Jörg F. Wittenberger wrote:
[...]
Am Freitag, den 08.08.2008, 00:12 -0700 schrieb Vincent Manis:
On 2008-Aug-7, at 19:53, John Cowan wrote:
1) Run it in a separate process, which you can kill without damaging
yourself.
[...]
But isn't just that run-and-kill (including cleanup) what
thread-terminate! is supposed to to - just internal to the thread
system.
[...]
So if a separate process and asynchronous kill is a valid alternative, I
would say thread-terminate! is equivalent. It might just be cheaper.
Hello,
the striking difference between threads and processes is that processes
don't share data structures. Thus, when you kill a process, the
operating system can simply clean up all resources that belonged to it
and everything is fine. When you kill a thread, you cannot dispose of
data structures that may be accessed by other threads but you cannot,
except for some special cases, ensure that the data structures are still
valid, either. You also break the correct semantics of control
constructs like dynamic-wind, so all kinds of garbage or illegal state
may remain in the program's memory, even if the thread that was killed
was carefully crafted to clean up after itself, simply because the
cleanup actions will never run.
Therefore, in a thread that might potentially be terminated, you cannot
safely access any resources that require cleanup not performed by the
garbage collector, destructively modify any global data structures or
set any global variables. With processes, these problems don't exist.
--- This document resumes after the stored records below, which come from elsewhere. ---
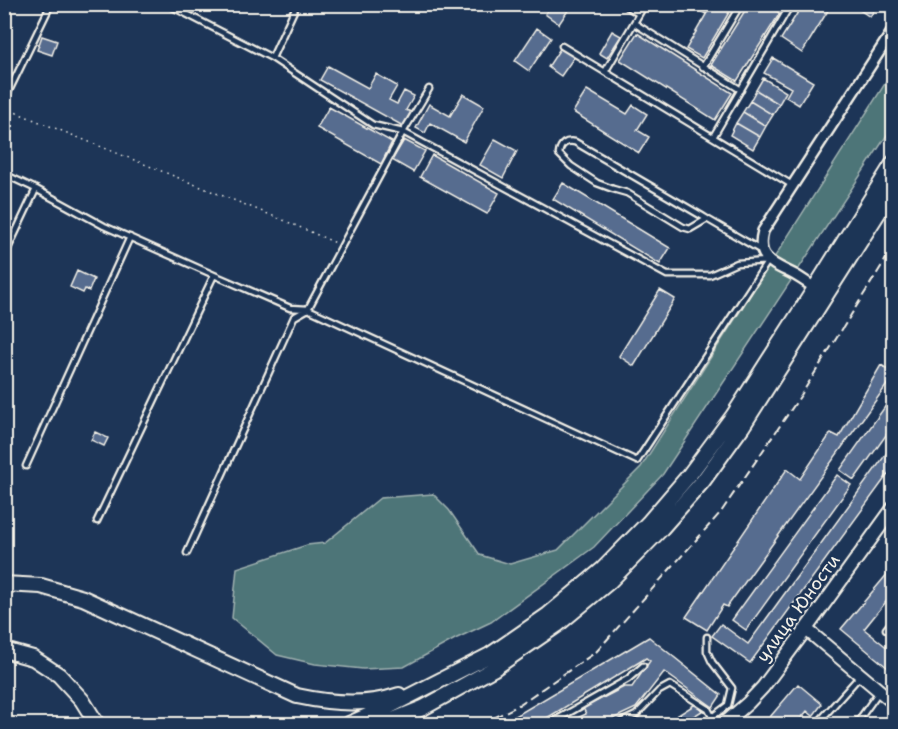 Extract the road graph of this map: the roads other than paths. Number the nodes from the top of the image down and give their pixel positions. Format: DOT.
graph roads {
  1 [pos="51,4"];
  2 [pos="167,4"];
  3 [pos="297,4"];
  4 [pos="623,4"];
  5 [pos="645,4"];
  6 [pos="741,4"];
  7 [pos="779,4"];
  8 [pos="791,4"];
  9 [pos="788,10"];
  10 [pos="639,14"];
  11 [pos="634,24"];
  12 [pos="894,29"];
  13 [pos="562,46"];
  14 [pos="272,58"];
  15 [pos="702,66"];
  16 [pos="605,72"];
  17 [pos="429,89"];
  18 [pos="741,90"];
  19 [pos="4,101"];
  20 [pos="404,132"];
  21 [pos="713,137"];
  22 [pos="894,162"];
  23 [pos="4,174"];
  24 [pos="792,185"];
  25 [pos="894,188"];
  26 [pos="36,189"];
  27 [pos="707,219"];
  28 [pos="130,237"];
  29 [pos="762,251"];
  30 [pos="4,257"];
  31 [pos="768,261"];
  32 [pos="214,275"];
  33 [pos="815,288"];
  34 [pos="308,309"];
  35 [pos="27,466"];
  36 [pos="894,507"];
  37 [pos="97,521"];
  38 [pos="187,553"];
  39 [pos="4,584"];
  40 [pos="894,619"];
  41 [pos="806,629"];
  42 [pos="894,635"];
  43 [pos="707,637"];
  44 [pos="4,650"];
  45 [pos="643,666"];
  46 [pos="860,675"];
  47 [pos="438,682"];
  48 [pos="879,691"];
  49 [pos="894,703"];
  50 [pos="712,717"];
  51 [pos="97,724"];
  52 [pos="349,724"];
  53 [pos="383,724"];
  54 [pos="549,724"];
  55 [pos="617,724"];
  56 [pos="716,724"];
  57 [pos="724,724"];
  58 [pos="817,724"];
  59 [pos="856,724"];
  1 -- 19 [label="lane"];
  2 -- 14 [label="lane"];
  3 -- 14 [label="lane"];
  4 -- 10 [label="lane"];
  5 -- 10 [label="lane"];
  6 -- 15 [label="lane"];
  7 -- 9 [label="lane"];
  8 -- 9 [label="lane"];
  9 -- 18 [label="lane"];
  10 -- 11 [label="lane"];
  11 -- 15 [label="lane"];
  11 -- 16 [label="lane"];
  12 -- 24 [label="street"];
  13 -- 16 [label="lane"];
  14 -- 20 [label="lane"];
  15 -- 18 [label="lane"];
  16 -- 21 [label="lane"];
  17 -- 20 [label="lane"];
  18 -- 21 [label="lane"];
  20 -- 31 [label="lane"];
  20 -- 34 [label="lane"];
  21 -- 24 [label="lane"];
  22 -- 33 [label="main road"];
  23 -- 26 [label="lane"];
  24 -- 29 [label="street"];
  25 -- 53 [label="main road"];
  26 -- 28 [label="lane"];
  26 -- 30 [label="lane"];
  27 -- 27 [label="lane"];
  27 -- 29 [label="lane"];
  28 -- 32 [label="lane"];
  28 -- 35 [label="lane"];
  29 -- 31 [label="street"];
  31 -- 33 [label="street"];
  31 -- 34 [label="lane"];
  32 -- 34 [label="lane"];
  32 -- 37 [label="lane"];
  33 -- 47 [label="main road"];
  34 -- 38 [label="lane"];
  36 -- 41 [label="street, улица Юности"];
  39 -- 47 [label="main road"];
  40 -- 42 [label="lane"];
  41 -- 46 [label="street"];
  41 -- 57 [label="street, улица Юности"];
  43 -- 50 [label="lane"];
  44 -- 51 [label="main road"];
  45 -- 54 [label="lane"];
  46 -- 48 [label="street"];
  46 -- 58 [label="lane"];
  47 -- 52 [label="main road"];
  48 -- 49 [label="street"];
  48 -- 59 [label="lane"];
  50 -- 55 [label="lane"];
  50 -- 56 [label="lane"];
} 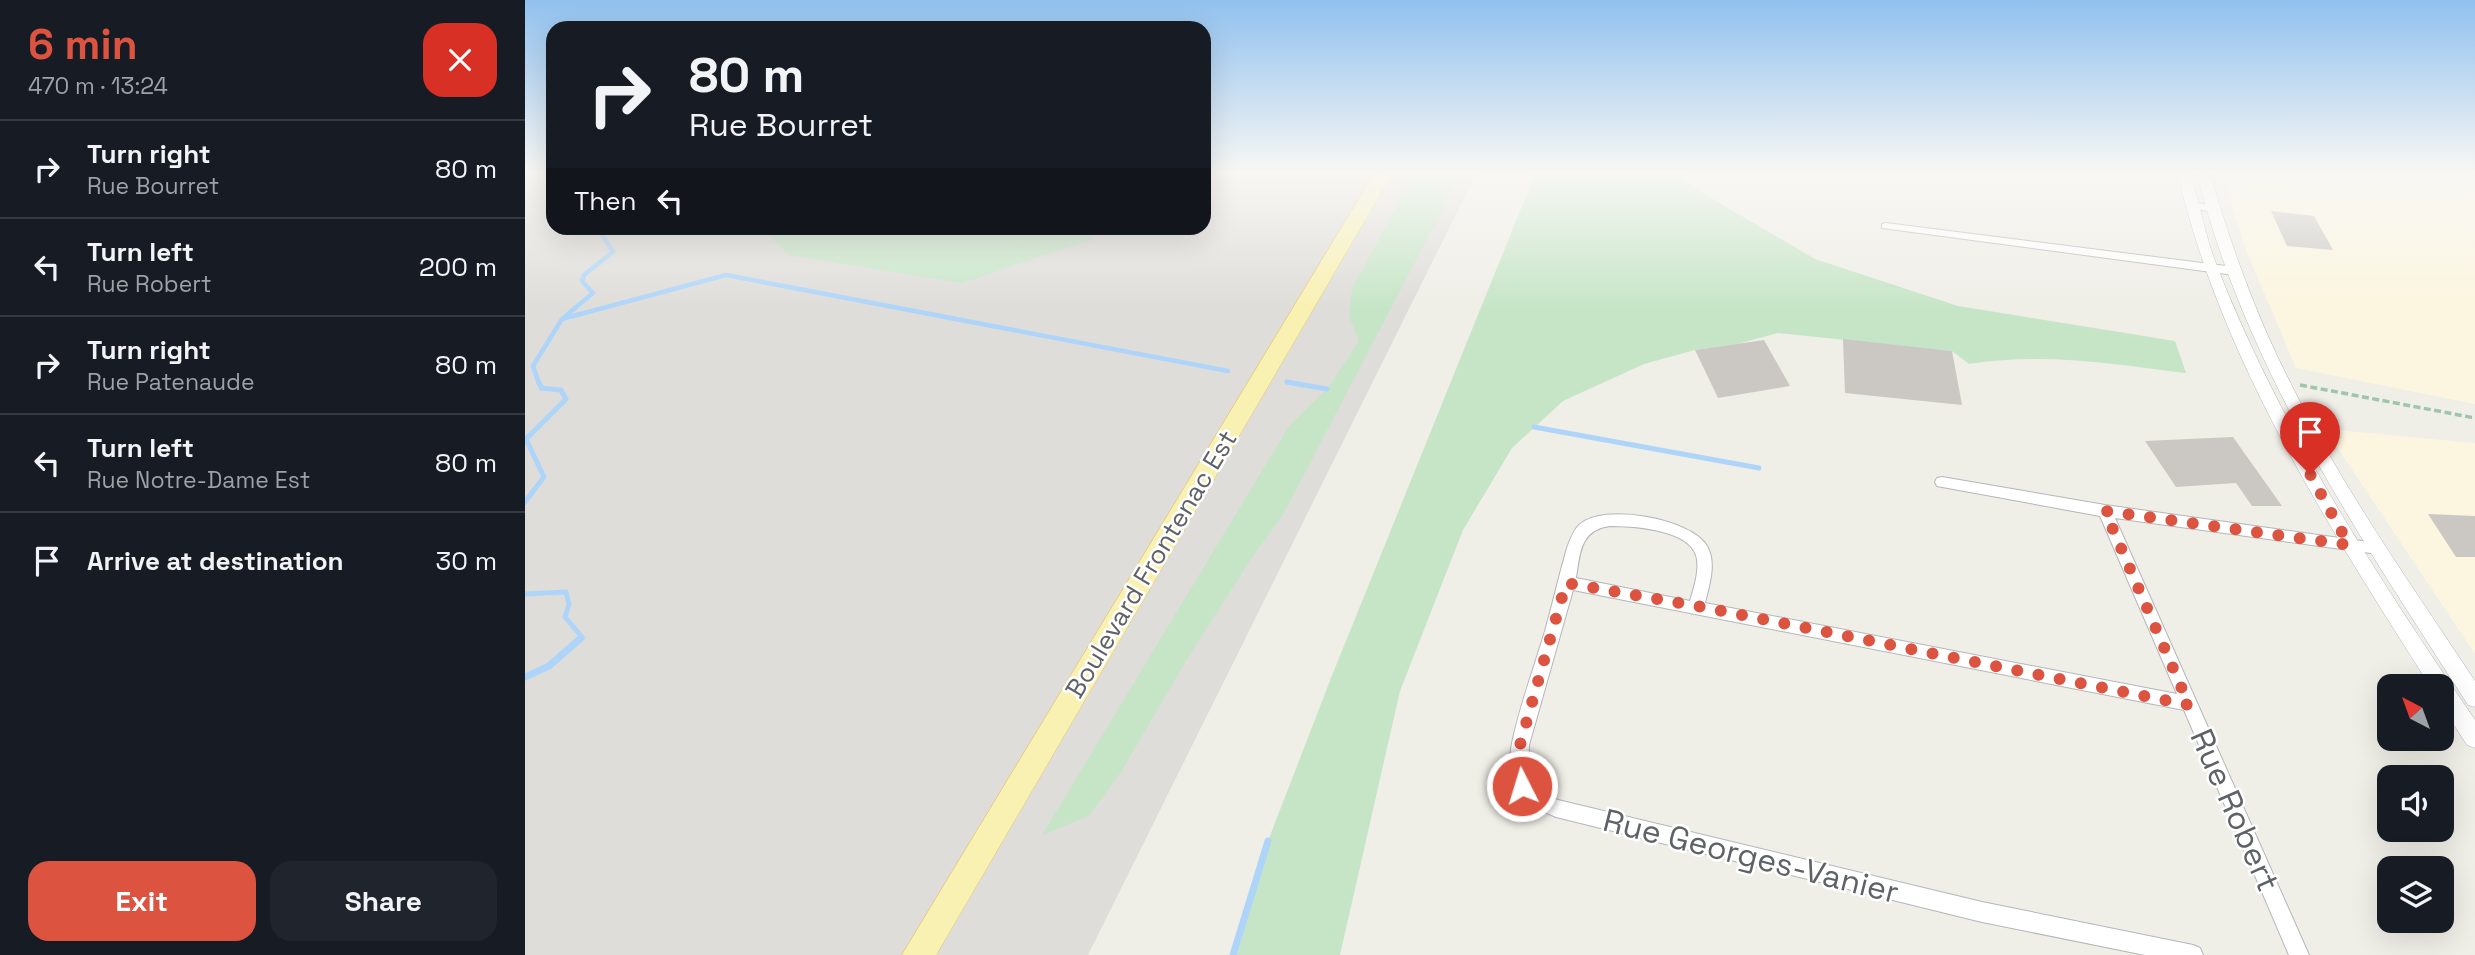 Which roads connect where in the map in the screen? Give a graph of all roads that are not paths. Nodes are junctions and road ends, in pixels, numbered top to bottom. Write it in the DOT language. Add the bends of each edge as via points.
graph roads {
  1 [pos="1356,219"];
  2 [pos="2197,219"];
  3 [pos="2216,219"];
  4 [pos="1886,226"];
  5 [pos="2211,268"];
  6 [pos="2234,271"];
  7 [pos="1942,482"];
  8 [pos="2105,511"];
  9 [pos="2349,545"];
  10 [pos="2378,548"];
  11 [pos="1566,583"];
  12 [pos="1697,606"];
  13 [pos="2433,674"];
  14 [pos="2475,698"];
  15 [pos="2189,705"];
  16 [pos="2454,706"];
  17 [pos="2475,738"];
  18 [pos="918,955"];
  19 [pos="2193,955"];
  20 [pos="2299,955"];
  1 -- 18 [label="main road, Boulevard Frontenac Est"];
  2 -- 5 [label="street"];
  3 -- 6 [label="street"];
  4 -- 5 [label="street"];
  5 -- 6 [label="street"];
  5 -- 9 [label="street" via="2275,410"];
  6 -- 10 [label="street" via="2296,410"];
  7 -- 8 [label="street"];
  8 -- 9 [label="street"];
  8 -- 15 [label="street, Rue Robert"];
  9 -- 10 [label="street"];
  9 -- 13 [label="street"];
  10 -- 14 [label="street"];
  11 -- 12 [label="street"];
  11 -- 12 [label="street, Rue Georges-Vanier" via="1585,527 1611,518 1691,536 1700,545 1705,559"];
  11 -- 19 [label="street, Rue Georges-Vanier" via="1520,745 1522,786 1533,798 1556,808 1969,909"];
  12 -- 15 [label="street"];
  15 -- 20 [label="street, Rue Robert"];
  16 -- 17 [label="street"];
}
2) Use a modified version of "eval" to execute it that counts ticks.
Valid, but I'm unsure that I can do that.
[...]
If your thread runs in a loop anyway, shouldn't it be possible to check
a termination request flag every time a new iteration is about to commence?
If this modified "eval" needs to interact with compiled code we are
exactly back where we are: tell the tread system to change the
continuation of the victim thread to something to inform it about
asynchronous reasons.
[...]
If I understand its behaviour correctly, that is not what
thread-terminate! does. thread-terminate! just stops the thread if it's
running and removes it from the scheduling system. Changing the current
continuation of the thread or injecting an exception condition into the
thread would mean the thread would have a chance to run at least
dynamic-wind exit hooks, but using thread-terminate! prevents the thread
from executing any further instructions.